Management No. Mortality (%)
A. Surgery as primary
    treatment modality
28 8 (28.5)
B. Conservative management    
    I. Required surgery for
       complication
16 5 (31.2)
    II. Improved by conservative
       management
176 2 (1.1)
Total 220 15 (6.8)



The pathology of this uncommon condition described in literature included edema and congestion of small bowel, hemorrhage with patchy areas of necrosis and ulceration. Gangrenous change without perforation are known to occur at times. All these pathological variations were observed in our series. Some children (13/28) had involvement of the jejunum only, whereas others (15/28) had involvement of jejunum and ileum. The accompanying enlarged lymph nodes showed non-specific reactive hyperplasia.
The etiology of ASE is uncertain. But the seasonal incidence, leukocytosis and good response to antibiotics favors an infective etiology(5).

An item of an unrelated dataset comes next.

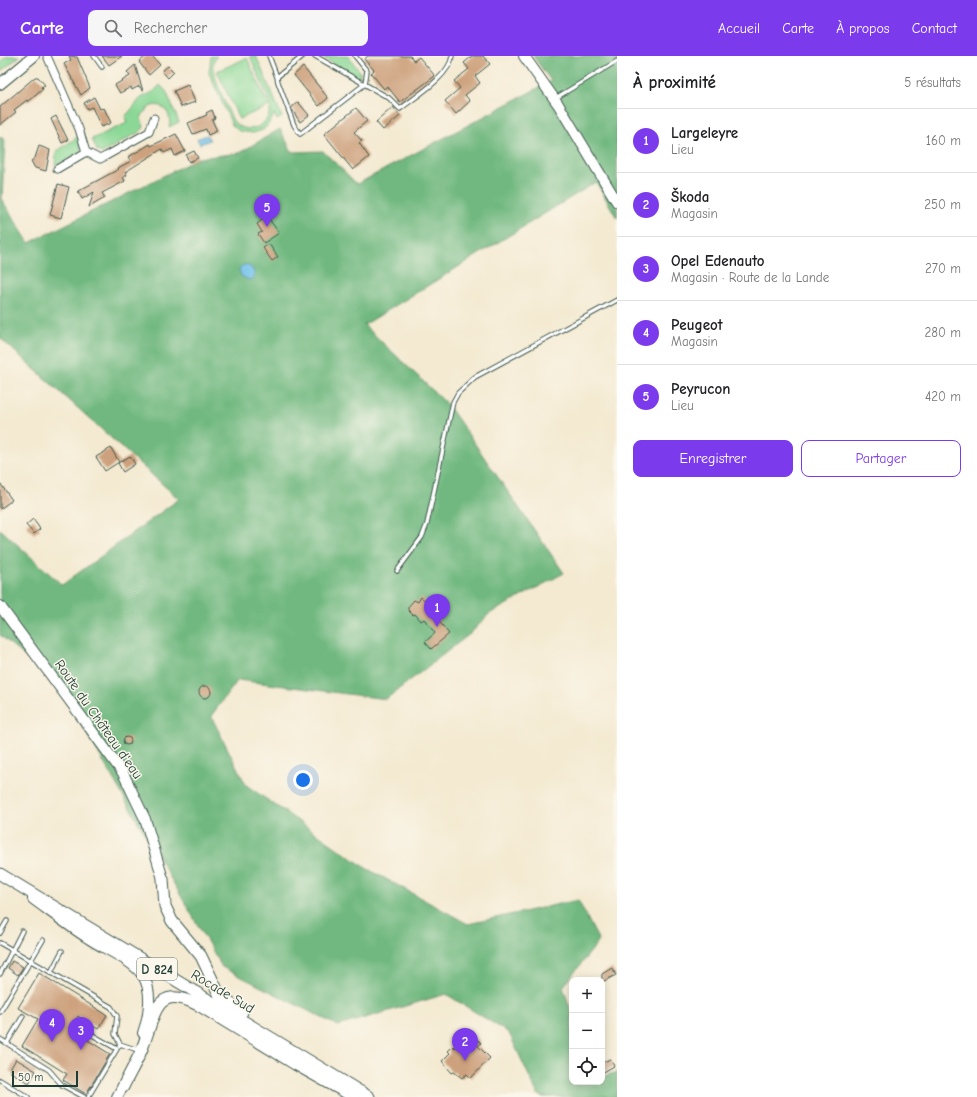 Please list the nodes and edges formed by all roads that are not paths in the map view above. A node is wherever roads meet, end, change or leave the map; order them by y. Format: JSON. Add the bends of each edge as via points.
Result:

Kalani et al.(1) concluded that the disease is reversible in early stages with supportive management but once gangrenous changes occur, surgical intervention seems to be mandatory.

In our present series primary surgical treatment with resection of all the affected segment, resulted in poor outcome (mortality rate of 28.5%); whereas a conservative approach produced favorable outcome, with a mortality rate of 3.6% (7/192) only. In patients (16/192 i.e., 8.3%) requiring surgical intervention during course of conser
vative management, the mortality rate of 31.2% (5/16) was not much higher than 28.5% mortality in patients managed by surgery as the primary modality of treatment. It may be noted that surgery was done in the sickest children.

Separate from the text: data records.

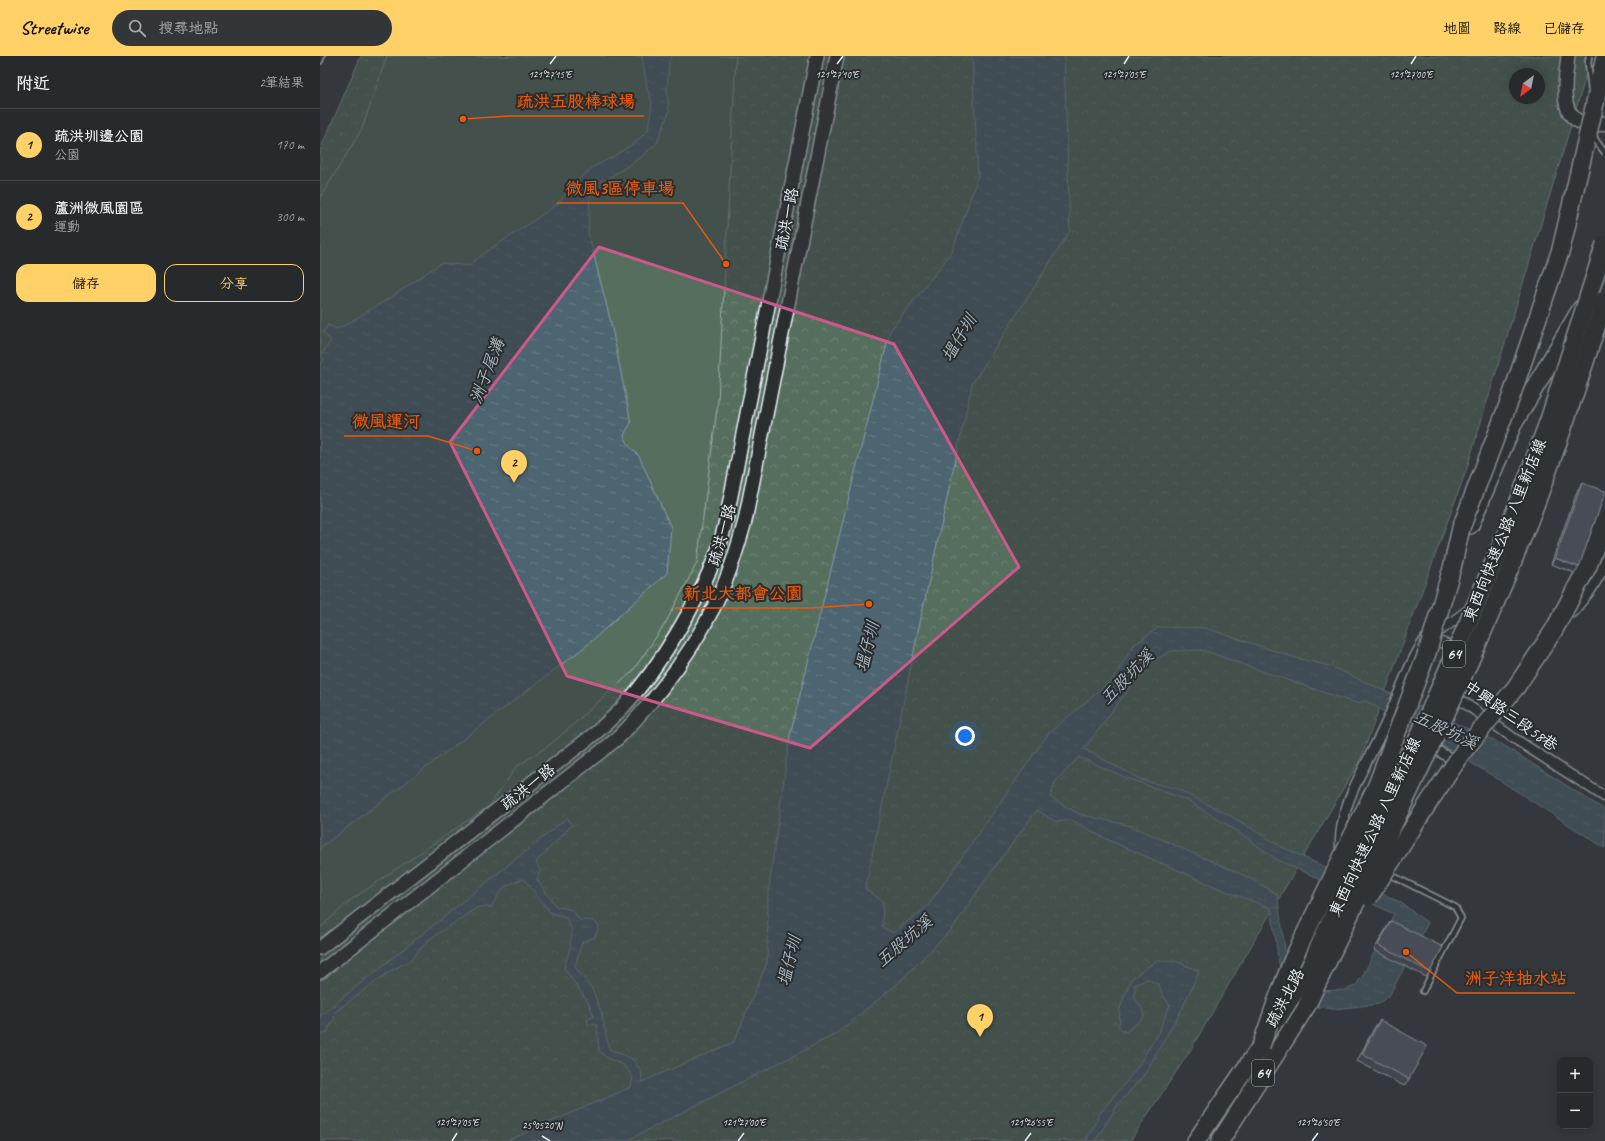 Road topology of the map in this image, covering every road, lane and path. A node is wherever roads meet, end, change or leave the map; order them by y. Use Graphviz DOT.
graph roads {
  1 [pos="322,56"];
  2 [pos="817,56"];
  3 [pos="837,56"];
  4 [pos="1568,56"];
  5 [pos="1589,56"];
  6 [pos="1605,56"];
  7 [pos="320,61"];
  8 [pos="1605,123"];
  9 [pos="1605,153"];
  10 [pos="1605,244"];
  11 [pos="1605,271"];
  12 [pos="1605,299"];
  13 [pos="1605,322"];
  14 [pos="1605,520"];
  15 [pos="1605,558"];
  16 [pos="1452,568"];
  17 [pos="1494,592"];
  18 [pos="1554,630"];
  19 [pos="1430,638"];
  20 [pos="1467,653"];
  21 [pos="1460,764"];
  22 [pos="1605,797"];
  23 [pos="1349,800"];
  24 [pos="1388,819"];
  25 [pos="1340,850"];
  26 [pos="1370,864"];
  27 [pos="1348,909"];
  28 [pos="320,948"];
  29 [pos="320,972"];
  30 [pos="1423,991"];
  31 [pos="1307,1005"];
  32 [pos="1261,1046"];
  33 [pos="1196,1141"];
  34 [pos="1219,1141"];
  1 -- 7 [label="lane"];
  2 -- 28 [label="street, 疏洪一路"];
  3 -- 29 [label="street, 疏洪一路"];
  4 -- 8 [label="street"];
  5 -- 9 [label="lane, bridge"];
  6 -- 16 [label="highway, bridge"];
  10 -- 32 [label="highway, 東西向快速公路 八里新店線 / 64, bridge"];
  11 -- 16 [label="highway, bridge"];
  12 -- 31 [label="highway, 東西向快速公路 八里新店線 / 64, bridge"];
  13 -- 17 [label="street, 中興路三段58巷"];
  14 -- 18 [label="highway, bridge"];
  15 -- 18 [label="highway, bridge"];
  16 -- 32 [label="highway, bridge"];
  17 -- 19 [label="street"];
  17 -- 20 [label="street, 中興路三段58巷"];
  18 -- 31 [label="highway, bridge"];
  19 -- 20 [label="street"];
  19 -- 23 [label="street"];
  20 -- 22 [label="street, 中興路三段58巷"];
  21 -- 24 [label="street, 疏洪北路"];
  23 -- 24 [label="street"];
  23 -- 25 [label="street"];
  24 -- 26 [label="street, 疏洪北路"];
  25 -- 26 [label="street"];
  25 -- 27 [label="street"];
  26 -- 27 [label="street, 疏洪北路"];
  26 -- 30 [label="lane"];
  27 -- 34 [label="street, 疏洪北路"];
  31 -- 34 [label="highway, 東西向快速公路 八里新店線 / 64"];
  32 -- 33 [label="highway, 東西向快速公路 八里新店線 / 64"];
}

It appears from our observations that though the etiology of acute segmental enteritis is unknown, the disease appears to be basically a disorder that shows favorable outcome with conservative management. Surgery is required only in a small number of patients. Therefore, it may be suggested that once a diagnosis of ASE is made, the initial approach should be conservative. However, the criteria for diagnosis of ASE are still vague, so a cautious approach towards diagnosis is required.
 

 References


1. Kalani BP, Shekhawat NS, Sogani KC Acute segmental necrotizing enteritis in children. Am J Dis Child 1985; 139: 586- 588.

2. Narayanan R, Bhargava BN, Kabra SG, Sangal BC Segmental necrotising jejunitis. Lancet 1987; 2: 1517-1518.

3. Sharma AK, Shekhawat NS, Behari S, Chandra S, Sogani KC Nonspecific jejunitis: A challenging problem in children. Am
J gastroenterol 1986; 81: 428- 431.

4. Rai AN, Prasad PR, Prasad SN, Tiwari PK. Epidemic regional jejunitis: A new clinical entity? Lancet 1987; 2: 1020.


5. Lee HC, Huang FY, Hsu CH, Sheu JC, Shih SL. Acute segmental obstructing enteritis in children J Pediatr Gastroenterol Nutr 1994; 18: 82-86.

6. Welch TP, Sunitswan S. Acute segmental ischemic enteritis in Thailand. Br
J Surg 1975; 62: 716-710.

7. Pasini J. Acute segmental enteritis.
In: Proceeding of XIVth Congress of International Society of Surgery, Allergy and Abdominal Surgery, Paris, 1951; p 679.